Amritansh Kwatra will discuss "Asynchronous Workflows for Maintaining Hardware", and Kenny Peng will present research on "Algorithmic Monoculture: Modeling Risks and Benefits."

"Asynchronous Workflows for Maintaining Hardware"

Hardware is challenging for end-users to troubleshoot, repair, and maintain on their own. As a result, they seek out expert technicians to remedy their issues. This kind of synchronous support is limited by expert availability and is challenging to scale. DLI Doctoral Fellow Amritansh Kwatra will introduce SplatOverflow, a workflow that enables asynchronous maintenance of hardware; allowing experts to assist end-users without the need for live communication. SplatOverflow allows end-users to easily capture the context and specifics of the issue they are facing by demonstrating it in a video, while allowing experts to leverage the detailed CAD model of the hardware to guide end-users to a solution.
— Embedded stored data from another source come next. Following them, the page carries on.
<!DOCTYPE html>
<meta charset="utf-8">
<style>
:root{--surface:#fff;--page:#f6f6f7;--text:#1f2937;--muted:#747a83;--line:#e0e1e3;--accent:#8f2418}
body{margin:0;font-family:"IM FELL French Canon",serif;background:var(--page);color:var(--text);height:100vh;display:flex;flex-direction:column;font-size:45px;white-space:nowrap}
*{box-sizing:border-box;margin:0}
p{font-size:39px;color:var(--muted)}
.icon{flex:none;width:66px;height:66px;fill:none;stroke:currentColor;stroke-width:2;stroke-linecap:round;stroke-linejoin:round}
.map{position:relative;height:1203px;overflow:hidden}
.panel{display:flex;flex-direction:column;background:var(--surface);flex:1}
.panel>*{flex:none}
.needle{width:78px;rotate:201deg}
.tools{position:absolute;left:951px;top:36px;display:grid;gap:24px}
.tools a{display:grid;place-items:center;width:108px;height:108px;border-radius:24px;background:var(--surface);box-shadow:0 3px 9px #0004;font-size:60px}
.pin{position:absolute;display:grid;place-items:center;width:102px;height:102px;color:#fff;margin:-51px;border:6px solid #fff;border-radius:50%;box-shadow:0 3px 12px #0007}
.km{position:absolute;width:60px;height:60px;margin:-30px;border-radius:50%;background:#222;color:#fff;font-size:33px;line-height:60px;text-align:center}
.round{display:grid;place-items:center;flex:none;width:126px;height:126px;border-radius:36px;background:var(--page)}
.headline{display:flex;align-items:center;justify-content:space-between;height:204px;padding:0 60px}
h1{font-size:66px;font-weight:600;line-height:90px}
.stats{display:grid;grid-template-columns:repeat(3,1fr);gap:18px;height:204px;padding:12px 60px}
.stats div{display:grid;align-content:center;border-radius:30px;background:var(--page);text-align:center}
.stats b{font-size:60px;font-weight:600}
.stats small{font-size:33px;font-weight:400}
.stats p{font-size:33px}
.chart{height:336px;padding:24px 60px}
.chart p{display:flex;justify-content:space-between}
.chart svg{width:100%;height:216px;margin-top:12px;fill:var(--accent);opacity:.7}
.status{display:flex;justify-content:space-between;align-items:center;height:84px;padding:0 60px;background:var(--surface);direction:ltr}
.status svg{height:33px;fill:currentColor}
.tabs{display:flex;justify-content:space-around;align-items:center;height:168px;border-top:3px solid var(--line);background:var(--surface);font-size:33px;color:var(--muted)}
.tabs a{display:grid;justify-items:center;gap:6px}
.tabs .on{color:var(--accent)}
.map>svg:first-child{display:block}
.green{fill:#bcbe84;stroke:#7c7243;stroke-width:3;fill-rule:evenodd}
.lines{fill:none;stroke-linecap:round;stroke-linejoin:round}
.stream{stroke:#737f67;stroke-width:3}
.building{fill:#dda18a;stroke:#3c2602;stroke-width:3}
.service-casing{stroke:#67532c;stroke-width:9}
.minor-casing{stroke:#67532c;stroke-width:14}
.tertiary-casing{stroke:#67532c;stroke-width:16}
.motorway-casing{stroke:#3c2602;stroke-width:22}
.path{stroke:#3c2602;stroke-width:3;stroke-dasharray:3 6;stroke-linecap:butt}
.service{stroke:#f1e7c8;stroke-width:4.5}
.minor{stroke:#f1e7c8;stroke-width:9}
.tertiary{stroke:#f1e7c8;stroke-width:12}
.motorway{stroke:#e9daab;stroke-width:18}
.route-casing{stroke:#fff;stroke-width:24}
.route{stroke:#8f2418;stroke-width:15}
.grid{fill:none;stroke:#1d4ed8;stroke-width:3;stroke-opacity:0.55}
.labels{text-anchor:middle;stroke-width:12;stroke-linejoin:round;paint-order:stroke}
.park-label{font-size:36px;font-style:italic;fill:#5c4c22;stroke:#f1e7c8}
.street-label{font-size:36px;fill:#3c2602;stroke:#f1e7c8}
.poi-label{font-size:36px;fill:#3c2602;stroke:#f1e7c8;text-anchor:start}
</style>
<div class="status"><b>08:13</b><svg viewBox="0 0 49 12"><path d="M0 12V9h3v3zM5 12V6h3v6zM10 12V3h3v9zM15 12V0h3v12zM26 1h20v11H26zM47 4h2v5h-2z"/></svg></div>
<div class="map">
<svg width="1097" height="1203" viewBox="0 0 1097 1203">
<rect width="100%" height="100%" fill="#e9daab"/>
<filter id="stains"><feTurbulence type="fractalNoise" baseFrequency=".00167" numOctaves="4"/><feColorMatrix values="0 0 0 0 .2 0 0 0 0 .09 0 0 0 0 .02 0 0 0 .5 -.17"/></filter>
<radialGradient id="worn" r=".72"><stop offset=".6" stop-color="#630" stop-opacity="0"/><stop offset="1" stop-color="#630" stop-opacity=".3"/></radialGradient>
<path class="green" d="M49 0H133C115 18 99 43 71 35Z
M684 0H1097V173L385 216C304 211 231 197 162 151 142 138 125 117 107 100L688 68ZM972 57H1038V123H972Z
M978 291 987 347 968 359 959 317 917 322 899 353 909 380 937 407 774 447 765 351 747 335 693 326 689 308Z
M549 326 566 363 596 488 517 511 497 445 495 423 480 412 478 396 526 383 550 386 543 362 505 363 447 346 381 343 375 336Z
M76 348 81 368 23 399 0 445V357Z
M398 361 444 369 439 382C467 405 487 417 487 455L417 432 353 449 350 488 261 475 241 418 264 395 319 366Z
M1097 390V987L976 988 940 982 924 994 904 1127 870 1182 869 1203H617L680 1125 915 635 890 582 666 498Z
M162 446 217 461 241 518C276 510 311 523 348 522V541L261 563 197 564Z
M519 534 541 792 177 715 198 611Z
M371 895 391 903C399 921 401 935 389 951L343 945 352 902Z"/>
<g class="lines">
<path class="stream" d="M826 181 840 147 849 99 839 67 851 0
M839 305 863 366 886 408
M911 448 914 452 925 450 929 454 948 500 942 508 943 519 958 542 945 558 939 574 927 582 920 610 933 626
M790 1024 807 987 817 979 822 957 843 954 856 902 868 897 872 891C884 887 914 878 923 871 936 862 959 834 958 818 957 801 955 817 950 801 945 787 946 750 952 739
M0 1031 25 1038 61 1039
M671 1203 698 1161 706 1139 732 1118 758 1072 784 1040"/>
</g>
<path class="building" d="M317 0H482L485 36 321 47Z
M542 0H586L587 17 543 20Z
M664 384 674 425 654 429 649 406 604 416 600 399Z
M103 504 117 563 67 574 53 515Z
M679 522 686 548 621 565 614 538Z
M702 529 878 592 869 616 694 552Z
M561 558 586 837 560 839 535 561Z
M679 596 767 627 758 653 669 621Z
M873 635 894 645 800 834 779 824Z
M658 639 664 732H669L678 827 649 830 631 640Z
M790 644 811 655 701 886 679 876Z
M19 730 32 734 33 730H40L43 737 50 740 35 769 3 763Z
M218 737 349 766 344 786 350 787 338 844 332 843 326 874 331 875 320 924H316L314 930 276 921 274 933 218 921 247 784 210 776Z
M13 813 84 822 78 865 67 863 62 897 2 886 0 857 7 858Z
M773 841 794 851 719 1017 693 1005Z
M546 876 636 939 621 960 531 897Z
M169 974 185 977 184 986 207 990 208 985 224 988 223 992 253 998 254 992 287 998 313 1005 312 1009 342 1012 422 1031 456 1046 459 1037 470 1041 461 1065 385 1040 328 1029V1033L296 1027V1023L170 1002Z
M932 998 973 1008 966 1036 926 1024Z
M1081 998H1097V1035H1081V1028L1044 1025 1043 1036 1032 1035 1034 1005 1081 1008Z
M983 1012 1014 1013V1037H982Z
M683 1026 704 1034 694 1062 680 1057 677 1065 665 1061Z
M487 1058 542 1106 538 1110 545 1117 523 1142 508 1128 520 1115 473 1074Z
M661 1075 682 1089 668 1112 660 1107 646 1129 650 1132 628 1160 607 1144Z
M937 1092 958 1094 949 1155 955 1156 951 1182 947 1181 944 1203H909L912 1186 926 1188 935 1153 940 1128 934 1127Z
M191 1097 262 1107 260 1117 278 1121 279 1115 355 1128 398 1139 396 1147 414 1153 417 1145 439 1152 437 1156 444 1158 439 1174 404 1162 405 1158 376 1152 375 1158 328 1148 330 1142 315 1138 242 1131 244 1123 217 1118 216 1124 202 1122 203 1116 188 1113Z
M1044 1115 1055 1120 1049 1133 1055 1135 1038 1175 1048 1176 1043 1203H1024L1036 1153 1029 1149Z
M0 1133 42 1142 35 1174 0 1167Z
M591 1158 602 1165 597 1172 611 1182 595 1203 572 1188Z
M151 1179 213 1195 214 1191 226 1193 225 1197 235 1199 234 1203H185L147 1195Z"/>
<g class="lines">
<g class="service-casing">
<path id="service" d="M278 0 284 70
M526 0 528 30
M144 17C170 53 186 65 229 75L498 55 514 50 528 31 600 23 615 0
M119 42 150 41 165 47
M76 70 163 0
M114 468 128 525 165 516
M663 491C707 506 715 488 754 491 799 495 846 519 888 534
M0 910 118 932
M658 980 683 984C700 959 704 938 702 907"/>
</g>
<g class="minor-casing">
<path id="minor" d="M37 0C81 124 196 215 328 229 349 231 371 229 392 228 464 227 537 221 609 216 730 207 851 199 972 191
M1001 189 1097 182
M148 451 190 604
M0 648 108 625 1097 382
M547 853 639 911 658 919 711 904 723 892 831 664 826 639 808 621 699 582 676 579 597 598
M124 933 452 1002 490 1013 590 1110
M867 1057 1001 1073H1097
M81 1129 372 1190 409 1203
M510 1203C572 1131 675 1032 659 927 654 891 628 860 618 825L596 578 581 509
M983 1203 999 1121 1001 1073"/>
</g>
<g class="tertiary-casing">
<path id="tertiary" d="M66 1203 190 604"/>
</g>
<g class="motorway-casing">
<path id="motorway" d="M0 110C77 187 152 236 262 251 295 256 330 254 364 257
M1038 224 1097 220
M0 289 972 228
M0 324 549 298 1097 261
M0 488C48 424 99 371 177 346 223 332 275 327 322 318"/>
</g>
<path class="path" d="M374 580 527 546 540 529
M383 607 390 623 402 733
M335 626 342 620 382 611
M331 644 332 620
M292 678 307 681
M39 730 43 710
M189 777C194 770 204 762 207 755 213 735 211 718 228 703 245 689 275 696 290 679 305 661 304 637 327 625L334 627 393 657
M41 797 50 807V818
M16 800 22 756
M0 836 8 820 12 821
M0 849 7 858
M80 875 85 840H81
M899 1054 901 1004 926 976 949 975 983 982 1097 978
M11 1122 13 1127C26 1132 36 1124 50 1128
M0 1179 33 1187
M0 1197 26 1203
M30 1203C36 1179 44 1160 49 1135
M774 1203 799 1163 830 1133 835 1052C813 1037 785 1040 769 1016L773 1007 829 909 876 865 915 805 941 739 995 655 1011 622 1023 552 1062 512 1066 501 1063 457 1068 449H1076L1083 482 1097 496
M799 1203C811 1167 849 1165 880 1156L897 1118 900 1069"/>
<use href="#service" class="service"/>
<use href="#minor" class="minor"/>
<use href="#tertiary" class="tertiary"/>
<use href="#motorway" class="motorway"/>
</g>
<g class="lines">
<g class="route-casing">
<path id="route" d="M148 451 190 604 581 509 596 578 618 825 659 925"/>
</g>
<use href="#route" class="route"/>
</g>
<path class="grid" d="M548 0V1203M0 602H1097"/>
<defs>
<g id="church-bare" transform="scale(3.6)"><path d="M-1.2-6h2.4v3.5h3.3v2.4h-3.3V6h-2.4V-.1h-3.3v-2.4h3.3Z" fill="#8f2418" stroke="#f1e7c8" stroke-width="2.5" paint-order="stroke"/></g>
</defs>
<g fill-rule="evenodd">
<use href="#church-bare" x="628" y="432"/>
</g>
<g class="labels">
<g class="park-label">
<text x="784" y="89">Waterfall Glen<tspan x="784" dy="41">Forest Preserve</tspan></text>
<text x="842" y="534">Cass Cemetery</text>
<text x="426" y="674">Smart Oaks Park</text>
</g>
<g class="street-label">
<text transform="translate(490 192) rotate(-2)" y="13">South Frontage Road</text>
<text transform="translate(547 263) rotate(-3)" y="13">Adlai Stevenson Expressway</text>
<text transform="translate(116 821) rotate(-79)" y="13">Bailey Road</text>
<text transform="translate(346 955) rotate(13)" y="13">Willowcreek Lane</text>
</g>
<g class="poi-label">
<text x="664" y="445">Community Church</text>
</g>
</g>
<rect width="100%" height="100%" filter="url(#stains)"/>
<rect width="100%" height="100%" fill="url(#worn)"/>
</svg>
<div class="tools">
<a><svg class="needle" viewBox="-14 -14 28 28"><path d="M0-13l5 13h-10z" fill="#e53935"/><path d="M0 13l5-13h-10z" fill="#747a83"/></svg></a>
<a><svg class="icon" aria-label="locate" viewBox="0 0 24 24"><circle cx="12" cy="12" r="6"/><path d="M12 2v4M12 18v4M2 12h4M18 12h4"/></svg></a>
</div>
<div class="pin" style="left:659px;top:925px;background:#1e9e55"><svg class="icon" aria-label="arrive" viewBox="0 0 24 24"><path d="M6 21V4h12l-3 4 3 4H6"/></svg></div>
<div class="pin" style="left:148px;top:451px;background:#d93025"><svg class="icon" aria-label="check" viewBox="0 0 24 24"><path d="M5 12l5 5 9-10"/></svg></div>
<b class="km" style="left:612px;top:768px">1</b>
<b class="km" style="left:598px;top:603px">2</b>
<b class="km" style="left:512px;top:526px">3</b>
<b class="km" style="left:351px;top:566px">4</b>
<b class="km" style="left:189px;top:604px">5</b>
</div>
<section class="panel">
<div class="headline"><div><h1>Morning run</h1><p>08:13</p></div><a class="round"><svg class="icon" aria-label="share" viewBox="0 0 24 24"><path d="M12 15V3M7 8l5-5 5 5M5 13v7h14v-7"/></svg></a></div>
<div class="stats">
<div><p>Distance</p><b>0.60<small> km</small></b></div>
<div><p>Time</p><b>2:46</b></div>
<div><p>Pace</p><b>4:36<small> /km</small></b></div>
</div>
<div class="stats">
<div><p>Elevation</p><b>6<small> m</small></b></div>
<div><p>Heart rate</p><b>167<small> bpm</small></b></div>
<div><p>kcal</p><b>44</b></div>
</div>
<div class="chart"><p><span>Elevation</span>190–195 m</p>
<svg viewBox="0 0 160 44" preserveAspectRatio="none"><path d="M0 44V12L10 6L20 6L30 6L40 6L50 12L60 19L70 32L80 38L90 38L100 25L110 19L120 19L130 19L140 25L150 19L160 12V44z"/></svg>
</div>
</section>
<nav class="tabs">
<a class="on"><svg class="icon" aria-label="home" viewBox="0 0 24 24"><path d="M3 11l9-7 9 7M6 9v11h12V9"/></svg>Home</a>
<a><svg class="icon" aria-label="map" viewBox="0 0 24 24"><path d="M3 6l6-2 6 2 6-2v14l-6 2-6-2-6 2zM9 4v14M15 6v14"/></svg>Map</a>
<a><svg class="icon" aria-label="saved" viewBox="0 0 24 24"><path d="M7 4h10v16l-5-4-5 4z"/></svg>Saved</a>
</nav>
SplatOverflow achieves this by constructing a shared 3D environment representing the end-user’s workspace, and overlaying the digital artifacts that describe the hardware onto the environment in order to mediate communication between the expert and the end-user. Such an asynchronous workflow not only allows maintenance to scale without the bottleneck of expert availability, but also allows issues to be indexed, retrieved and examined by other end-users to learn from, as is the case in software with platforms such as Github and StackOverflow.

"Algorithmic Monoculture: Modeling Risks and Benefits"

More than half of the 100 largest companies in the U.S. now use HireVue's screening algorithms. What are the risks and (perhaps) benefits of an emerging algorithmic monoculture, where many decision-makers rely on the same algorithm to make consequential decisions? In this talk, DLI Doctoral Fellow Kenny Peng will present findings from a new mathematical model of algorithmic monoculture, challenging some prevailing intuitions. In particular, the model suggests that monoculture can (1) improve outcomes for applicants overall, and (2) level the playing field between applicants who submit differing numbers of applications. I will conclude by suggesting some policy implications.


Amritansh Kwatra is a PhD student in the information science department at Cornell University, based in New York City. He is interested in rapid prototyping, physical computing, and visualization tools that support artists, designers, and researchers to develop and communicate their ideas.

Kenny Peng is a PhD student in computer science at Cornell Tech. He studies interactions between machine learning, algorithmic decision-making, and society. His current work focuses on the use of algorithms in employment and school choice/admissions. He received his undergraduate degree in mathematics at Princeton University, where he especially enjoyed serving as a managing editor for The Daily Princetonian.